Top of Provided records

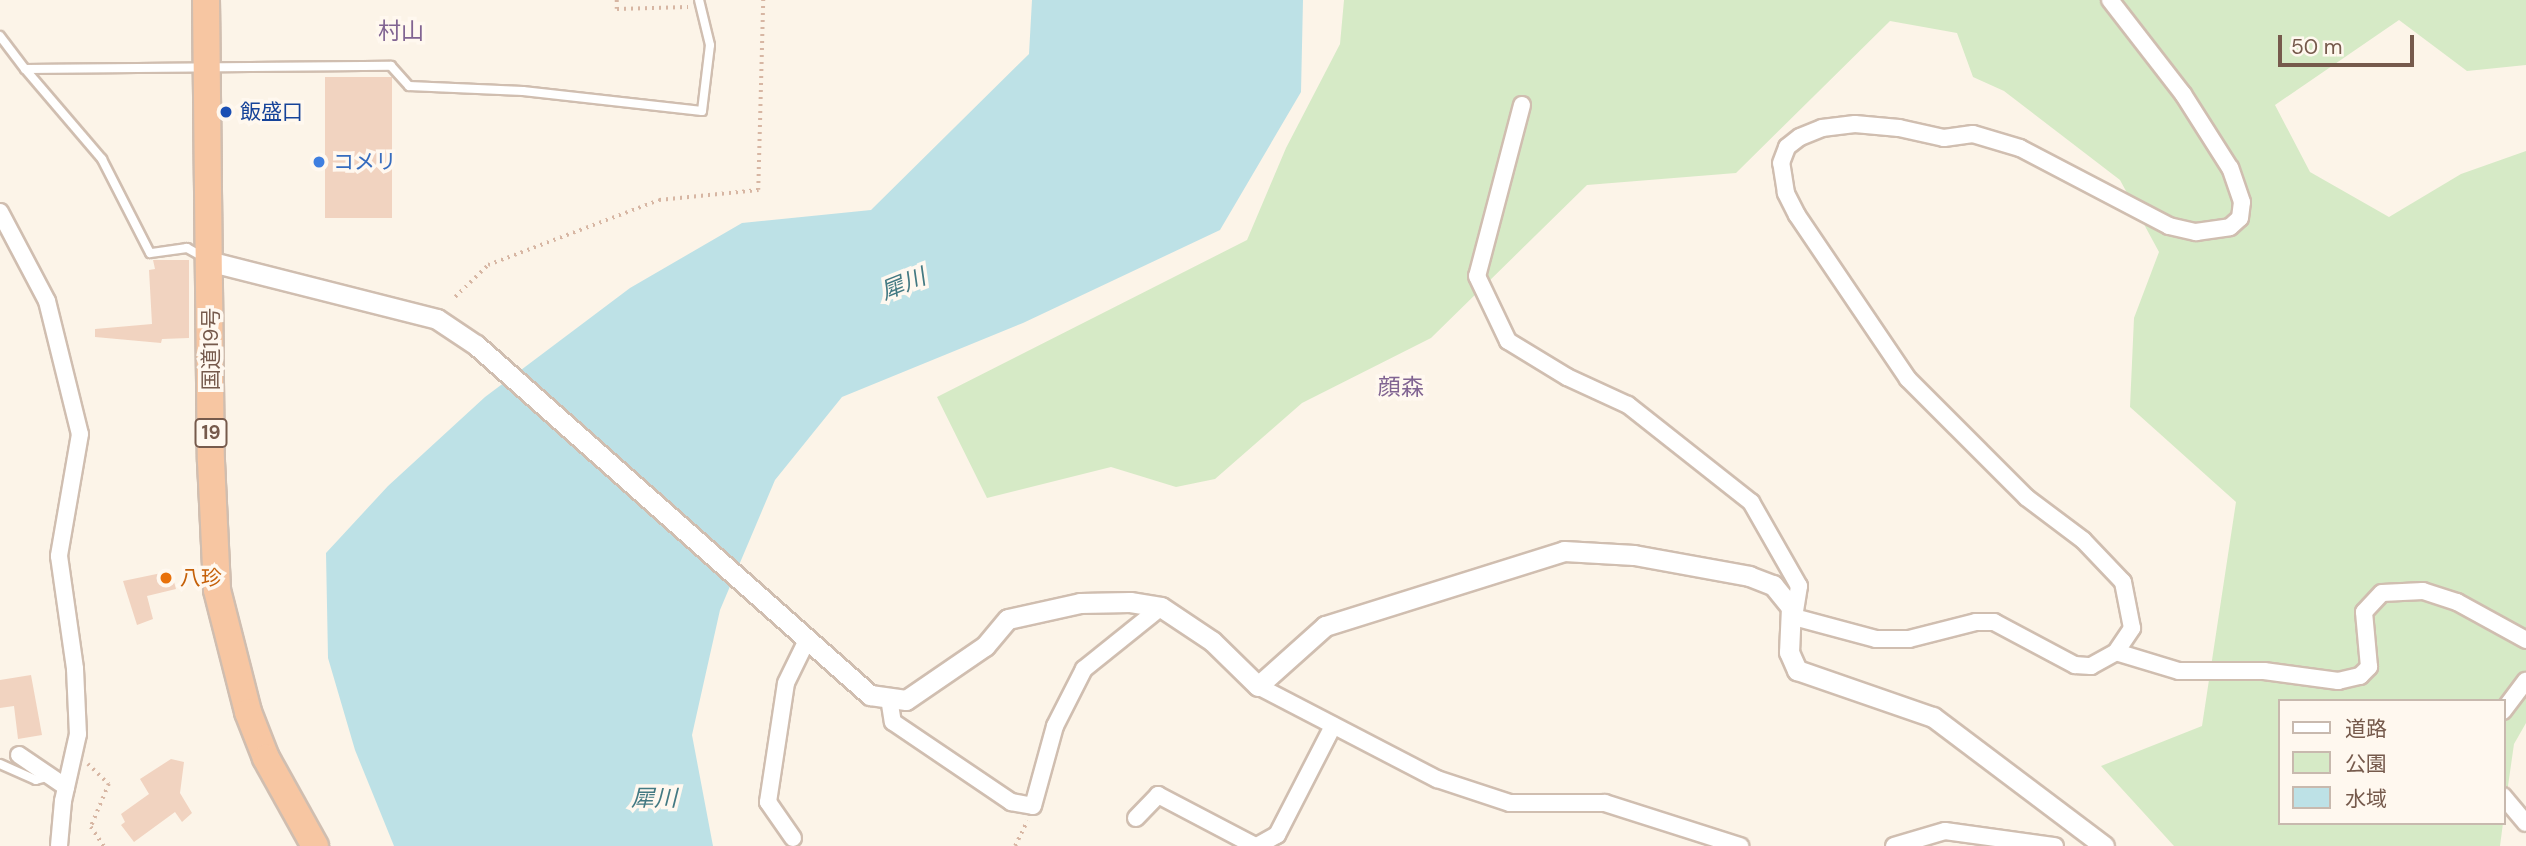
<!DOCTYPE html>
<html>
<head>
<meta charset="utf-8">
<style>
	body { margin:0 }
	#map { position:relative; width:2526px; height:846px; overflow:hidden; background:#fcf4e8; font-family:"DM Sans","Noto Sans JP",sans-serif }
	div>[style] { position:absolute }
	.green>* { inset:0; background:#d6eac6 }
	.water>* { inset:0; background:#bde1e6 }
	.building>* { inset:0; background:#f1d3c0; transform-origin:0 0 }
	.path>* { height:3.5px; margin-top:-1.75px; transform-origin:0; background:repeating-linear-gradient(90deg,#d7b6a3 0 2px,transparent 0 7px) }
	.roads { filter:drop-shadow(2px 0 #d0beb0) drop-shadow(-2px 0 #d0beb0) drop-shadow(0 2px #d0beb0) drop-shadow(0 -2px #d0beb0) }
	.service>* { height:8px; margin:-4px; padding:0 4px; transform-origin:4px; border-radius:4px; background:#fff }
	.minor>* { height:16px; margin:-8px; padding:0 8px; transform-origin:8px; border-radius:8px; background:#fff }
	.tertiary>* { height:19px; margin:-9.5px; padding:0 9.5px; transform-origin:9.5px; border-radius:9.5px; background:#fff }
	.trunk>* { height:26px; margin:-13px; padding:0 13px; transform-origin:13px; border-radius:13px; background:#f7c6a2 }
	.dots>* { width:19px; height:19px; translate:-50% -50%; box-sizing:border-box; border:4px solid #fff8ef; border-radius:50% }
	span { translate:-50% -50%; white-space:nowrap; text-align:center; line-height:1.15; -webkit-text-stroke:7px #fff8ef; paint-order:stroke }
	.shield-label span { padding:2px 5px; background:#fff8ef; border:2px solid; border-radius:5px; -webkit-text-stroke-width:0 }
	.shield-label { font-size:19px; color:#765a4c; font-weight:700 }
	.transit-label { font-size:21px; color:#164399 }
	.left { translate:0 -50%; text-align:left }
	.shop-label { font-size:21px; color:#366cbe }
	.street-label { font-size:21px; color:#765a4c }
	.food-label { font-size:21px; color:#c56008 }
	.neighbourhood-label { font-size:23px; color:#816492 }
	.water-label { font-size:23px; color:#437982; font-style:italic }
	.legend { position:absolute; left:2278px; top:699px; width:228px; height:126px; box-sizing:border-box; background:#fff8ef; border:2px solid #c8b9ae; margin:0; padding:9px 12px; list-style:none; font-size:21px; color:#765a4c }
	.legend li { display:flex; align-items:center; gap:14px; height:35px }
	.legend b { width:35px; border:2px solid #c8b9ae }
	.scale { position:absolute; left:2278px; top:35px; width:136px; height:32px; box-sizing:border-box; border:4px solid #765a4c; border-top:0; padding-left:9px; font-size:21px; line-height:24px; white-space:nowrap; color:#765a4c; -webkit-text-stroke:5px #fff8ef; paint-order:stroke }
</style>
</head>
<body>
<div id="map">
	<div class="green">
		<i style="clip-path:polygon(1344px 0,2526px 0,2526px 65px,2467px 71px,2399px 20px,2275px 105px,2310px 172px,2389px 217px,2461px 174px,2526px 151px,2526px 723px,2514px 744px,2503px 821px,2503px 701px,2279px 701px,2279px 823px,2503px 823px,2500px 846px,2174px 846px,2101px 766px,2202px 726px,2236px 502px,2130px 407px,2134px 318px,2159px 252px,2120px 180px,2004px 91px,1973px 77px,1957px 33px,1890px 21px,1736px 173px,1587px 185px,1431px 338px,1302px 403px,1215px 479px,1176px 487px,1111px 467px,987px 498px,937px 397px,1247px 240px,1286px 148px,1340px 44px)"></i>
	</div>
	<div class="water">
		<i style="clip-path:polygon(1032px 0,1303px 0,1301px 92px,1220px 230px,1023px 323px,842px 397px,775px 480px,720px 610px,692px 735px,713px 846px,394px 846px,355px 750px,328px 658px,326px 553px,388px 486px,485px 397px,630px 288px,742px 223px,871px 210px,1029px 54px)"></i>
	</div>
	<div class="building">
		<i style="left:325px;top:77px;width:67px;height:141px"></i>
		<i style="clip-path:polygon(153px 260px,189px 260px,189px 338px,162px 339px,161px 343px,95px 337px,95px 329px,152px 324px,149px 270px,155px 269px)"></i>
		<i style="clip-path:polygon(171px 571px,176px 589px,147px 596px,153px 619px,137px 625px,123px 581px)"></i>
		<i style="clip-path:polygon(31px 675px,42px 735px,18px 739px,14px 706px,0 708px,0 680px)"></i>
		<i style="clip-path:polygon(171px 759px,184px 762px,180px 793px,192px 813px,182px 822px,175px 812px,134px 842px,121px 825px,125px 822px,121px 814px,149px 794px,140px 779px)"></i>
	</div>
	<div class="path">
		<i style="left:617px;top:0;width:9px;rotate:90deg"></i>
		<i style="left:617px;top:9px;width:71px;rotate:-1.6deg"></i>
		<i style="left:455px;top:297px;width:46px;rotate:-44.1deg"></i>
		<i style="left:488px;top:265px;width:183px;rotate:-20.8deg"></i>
		<i style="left:659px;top:200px;width:100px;rotate:-5.8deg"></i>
		<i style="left:758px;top:190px;width:190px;rotate:-88.5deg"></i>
		<i style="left:88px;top:764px;width:29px;rotate:44deg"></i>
		<i style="left:109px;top:784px;width:47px;rotate:112.7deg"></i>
		<i style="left:91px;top:827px;width:23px;rotate:56deg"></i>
		<i style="left:1015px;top:846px;width:28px;rotate:-64deg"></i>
	</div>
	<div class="roads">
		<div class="service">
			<i style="left:0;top:36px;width:41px;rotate:52.9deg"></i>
			<i style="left:205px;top:258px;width:21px;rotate:-151deg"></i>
			<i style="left:187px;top:248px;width:37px;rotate:172deg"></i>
			<i style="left:150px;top:253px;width:106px;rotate:-117.1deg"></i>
			<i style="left:102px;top:159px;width:118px;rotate:-130.5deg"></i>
			<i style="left:25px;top:69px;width:366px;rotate:-0.5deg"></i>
			<i style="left:391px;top:66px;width:27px;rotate:48deg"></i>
			<i style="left:409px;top:86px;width:114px;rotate:2.5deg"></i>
			<i style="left:523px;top:91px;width:180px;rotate:6.4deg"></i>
			<i style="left:702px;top:111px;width:66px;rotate:-83.1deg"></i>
			<i style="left:710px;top:45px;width:46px;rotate:-103.7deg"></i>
			<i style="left:0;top:764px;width:39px;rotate:24deg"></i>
			<i style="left:36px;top:780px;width:15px;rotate:-16deg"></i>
		</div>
		<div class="minor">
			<i style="left:1522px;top:105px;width:177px;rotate:104.7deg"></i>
			<i style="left:1477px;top:276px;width:72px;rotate:64.5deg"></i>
			<i style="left:1508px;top:341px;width:69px;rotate:31.4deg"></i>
			<i style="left:1567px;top:377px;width:67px;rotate:24.7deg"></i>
			<i style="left:1628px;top:405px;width:157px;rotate:38.3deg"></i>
			<i style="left:1751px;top:502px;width:97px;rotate:60.3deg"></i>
			<i style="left:1799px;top:586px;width:31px;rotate:99deg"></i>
			<i style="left:1794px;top:617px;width:85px;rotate:15deg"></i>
			<i style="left:1876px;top:639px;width:33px"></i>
			<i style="left:1909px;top:639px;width:69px;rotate:-14.2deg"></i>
			<i style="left:1976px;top:622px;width:18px"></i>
			<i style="left:1994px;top:622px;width:92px;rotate:28deg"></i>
			<i style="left:2075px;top:665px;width:16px;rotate:4deg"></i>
			<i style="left:2091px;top:666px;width:29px;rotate:-29deg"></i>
			<i style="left:2116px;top:652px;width:29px;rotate:-56deg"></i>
			<i style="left:2132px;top:628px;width:47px;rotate:-101.1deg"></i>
			<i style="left:2123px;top:582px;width:58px;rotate:-133.6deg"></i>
			<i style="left:2083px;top:540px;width:71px;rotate:-143deg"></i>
			<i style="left:2026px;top:497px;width:167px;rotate:-135deg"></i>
			<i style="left:1908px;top:379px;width:198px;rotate:-124.1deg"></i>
			<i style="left:1797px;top:215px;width:25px;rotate:-117deg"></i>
			<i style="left:1786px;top:193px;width:30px;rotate:-99deg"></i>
			<i style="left:1781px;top:163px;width:17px;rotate:-69deg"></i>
			<i style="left:1787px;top:147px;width:16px;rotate:-38deg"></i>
			<i style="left:1800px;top:137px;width:24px;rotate:-22deg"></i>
			<i style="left:1822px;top:128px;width:33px;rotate:-7deg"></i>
			<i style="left:1855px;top:124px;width:44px;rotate:5.2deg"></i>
			<i style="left:1899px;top:128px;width:46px;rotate:12.5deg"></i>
			<i style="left:1944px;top:138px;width:29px;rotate:-8deg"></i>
			<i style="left:1973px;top:134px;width:49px;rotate:16.6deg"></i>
			<i style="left:2020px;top:148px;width:168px;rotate:27.6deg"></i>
			<i style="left:2169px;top:226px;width:28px;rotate:13deg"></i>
			<i style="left:2196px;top:232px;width:34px;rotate:-8deg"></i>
			<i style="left:2230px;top:227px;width:13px;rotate:-42deg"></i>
			<i style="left:2240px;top:218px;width:16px;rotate:-83deg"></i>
			<i style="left:2242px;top:202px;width:36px;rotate:-109deg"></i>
			<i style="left:2230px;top:168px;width:88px;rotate:-122.4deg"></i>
			<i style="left:2183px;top:94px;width:119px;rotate:-127.8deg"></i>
			<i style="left:0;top:212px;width:101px;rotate:62.2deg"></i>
			<i style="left:47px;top:301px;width:137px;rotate:76.1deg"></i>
			<i style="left:80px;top:434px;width:124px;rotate:99.8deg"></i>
			<i style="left:59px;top:556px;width:114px;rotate:81.9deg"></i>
			<i style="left:75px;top:669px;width:65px;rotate:87.4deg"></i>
			<i style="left:78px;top:734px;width:69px;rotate:102.6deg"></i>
			<i style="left:63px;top:801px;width:45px;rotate:95.1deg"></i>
			<i style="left:2116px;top:652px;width:66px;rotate:16.8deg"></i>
			<i style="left:2179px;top:671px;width:85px"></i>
			<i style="left:2264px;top:671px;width:75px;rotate:7.7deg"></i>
			<i style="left:2338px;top:681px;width:23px;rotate:-13deg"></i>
			<i style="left:2360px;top:676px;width:13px;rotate:-45deg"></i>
			<i style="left:2369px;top:667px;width:55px;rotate:-95.2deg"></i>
			<i style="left:2364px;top:612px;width:26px;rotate:-47deg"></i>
			<i style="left:2382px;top:593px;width:41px;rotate:-2.8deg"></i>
			<i style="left:2423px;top:591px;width:36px;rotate:18deg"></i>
			<i style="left:2457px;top:602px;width:79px;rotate:28.8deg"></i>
			<i style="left:1258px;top:686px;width:202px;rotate:27.5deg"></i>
			<i style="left:1437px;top:779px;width:77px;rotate:18.2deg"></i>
			<i style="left:1510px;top:803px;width:95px"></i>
			<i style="left:1605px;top:803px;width:142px;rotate:17.7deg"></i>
			<i style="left:889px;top:698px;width:24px;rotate:81deg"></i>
			<i style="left:893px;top:722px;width:143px;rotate:34.1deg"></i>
			<i style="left:1011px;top:802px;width:22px;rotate:10deg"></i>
			<i style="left:1033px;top:806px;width:83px;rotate:-74.6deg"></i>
			<i style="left:1055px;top:726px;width:64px;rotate:-63deg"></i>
			<i style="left:1084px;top:669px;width:99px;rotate:-38.8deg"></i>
			<i style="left:2503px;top:711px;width:38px;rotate:-53deg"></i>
			<i style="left:19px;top:755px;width:57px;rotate:34.2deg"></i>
			<i style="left:2503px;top:796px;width:35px;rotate:50deg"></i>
			<i style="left:1136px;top:818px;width:32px;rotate:-46deg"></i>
			<i style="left:1158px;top:795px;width:110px;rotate:27.7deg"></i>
			<i style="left:793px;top:838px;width:44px;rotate:-124.8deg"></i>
			<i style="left:768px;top:802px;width:120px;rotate:-81.4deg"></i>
			<i style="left:786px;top:683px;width:50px;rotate:-63.9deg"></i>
			<i style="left:1257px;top:846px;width:23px;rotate:-29deg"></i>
			<i style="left:1277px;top:835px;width:123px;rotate:-62.8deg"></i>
			<i style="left:1894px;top:846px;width:53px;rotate:-16.4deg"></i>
			<i style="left:1945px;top:831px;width:111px;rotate:7.8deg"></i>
		</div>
		<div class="tertiary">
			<i style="left:212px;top:262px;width:232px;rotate:14.2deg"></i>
			<i style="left:437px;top:319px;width:47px;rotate:33.7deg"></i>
			<i style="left:476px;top:345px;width:527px;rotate:41.62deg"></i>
			<i style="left:870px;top:695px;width:36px;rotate:8deg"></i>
			<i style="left:906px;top:700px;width:96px;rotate:-34.4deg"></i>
			<i style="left:985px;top:646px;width:35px;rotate:-50deg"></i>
			<i style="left:1008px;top:619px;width:74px;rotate:-12.5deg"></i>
			<i style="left:1080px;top:603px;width:50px;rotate:-1.1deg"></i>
			<i style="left:1130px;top:602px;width:31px;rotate:9deg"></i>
			<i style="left:1161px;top:607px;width:61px;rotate:33.7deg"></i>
			<i style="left:1212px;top:641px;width:64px;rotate:44.4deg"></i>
			<i style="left:1258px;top:686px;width:90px;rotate:-41.8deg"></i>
			<i style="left:1325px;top:626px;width:250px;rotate:-17.4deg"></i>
			<i style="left:1564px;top:551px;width:70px;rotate:3.3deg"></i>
			<i style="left:1634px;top:555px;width:117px;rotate:10.3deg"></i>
			<i style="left:1749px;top:576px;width:26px;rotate:21deg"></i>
			<i style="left:1773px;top:585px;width:28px;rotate:51deg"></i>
			<i style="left:1791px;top:607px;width:45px;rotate:92.5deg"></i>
			<i style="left:1789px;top:652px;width:20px;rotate:66deg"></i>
			<i style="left:1797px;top:670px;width:144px;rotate:19.1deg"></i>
			<i style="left:1933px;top:717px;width:214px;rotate:37deg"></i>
		</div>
		<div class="trunk">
			<i style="left:206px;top:0;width:461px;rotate:89.4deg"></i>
			<i style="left:211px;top:461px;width:129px;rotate:87.3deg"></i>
			<i style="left:217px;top:590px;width:126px;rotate:75.7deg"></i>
			<i style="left:248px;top:712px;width:49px;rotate:68.6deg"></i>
			<i style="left:266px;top:758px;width:101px;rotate:60.9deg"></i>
		</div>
	</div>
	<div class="dots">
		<i style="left:226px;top:112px;background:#1a4fb4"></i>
		<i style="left:319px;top:162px;background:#3f7fe0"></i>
		<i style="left:166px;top:578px;background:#e8710a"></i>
	</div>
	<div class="shield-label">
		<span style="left:211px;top:433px">19</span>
	</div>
	<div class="transit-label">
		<span class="left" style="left:240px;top:112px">飯盛口</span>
	</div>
	<div class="shop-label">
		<span class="left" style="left:333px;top:162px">コメリ</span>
	</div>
	<div class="street-label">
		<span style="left:211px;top:349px;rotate:-90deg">国道19号</span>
	</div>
	<div class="food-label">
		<span class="left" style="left:180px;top:578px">八珍</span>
	</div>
	<div class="neighbourhood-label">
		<span style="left:401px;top:31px">村山</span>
		<span style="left:1401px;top:387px">顔森</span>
	</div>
	<div class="water-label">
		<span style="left:903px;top:284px;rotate:-22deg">犀川</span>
		<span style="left:654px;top:798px">犀川</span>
	</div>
	<ul class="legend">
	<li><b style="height:9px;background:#fff"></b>道路</li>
	<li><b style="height:19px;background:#d6eac6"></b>公園</li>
	<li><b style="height:19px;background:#bde1e6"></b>水域</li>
	</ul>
	<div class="scale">50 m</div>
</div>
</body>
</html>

Bottom of Provided records

[Problem statement]:
The required output is an exact copy of the lines from the start of the material above through the line containing "height:3.5px; margin-top:-1.75px; transform-origin:0;", inclusive, with no pictures in it.

[Written response]:
<!DOCTYPE html>
<html>
<head>
<meta charset="utf-8">
<style>
	body { margin:0 }
	#map { position:relative; width:2526px; height:846px; overflow:hidden; background:#fcf4e8; font-family:"DM Sans","Noto Sans JP",sans-serif }
	div>[style] { position:absolute }
	.green>* { inset:0; background:#d6eac6 }
	.water>* { inset:0; background:#bde1e6 }
	.building>* { inset:0; background:#f1d3c0; transform-origin:0 0 }
	.path>* { height:3.5px; margin-top:-1.75px; transform-origin:0; background:repeating-linear-gradient(90deg,#d7b6a3 0 2px,transparent 0 7px) }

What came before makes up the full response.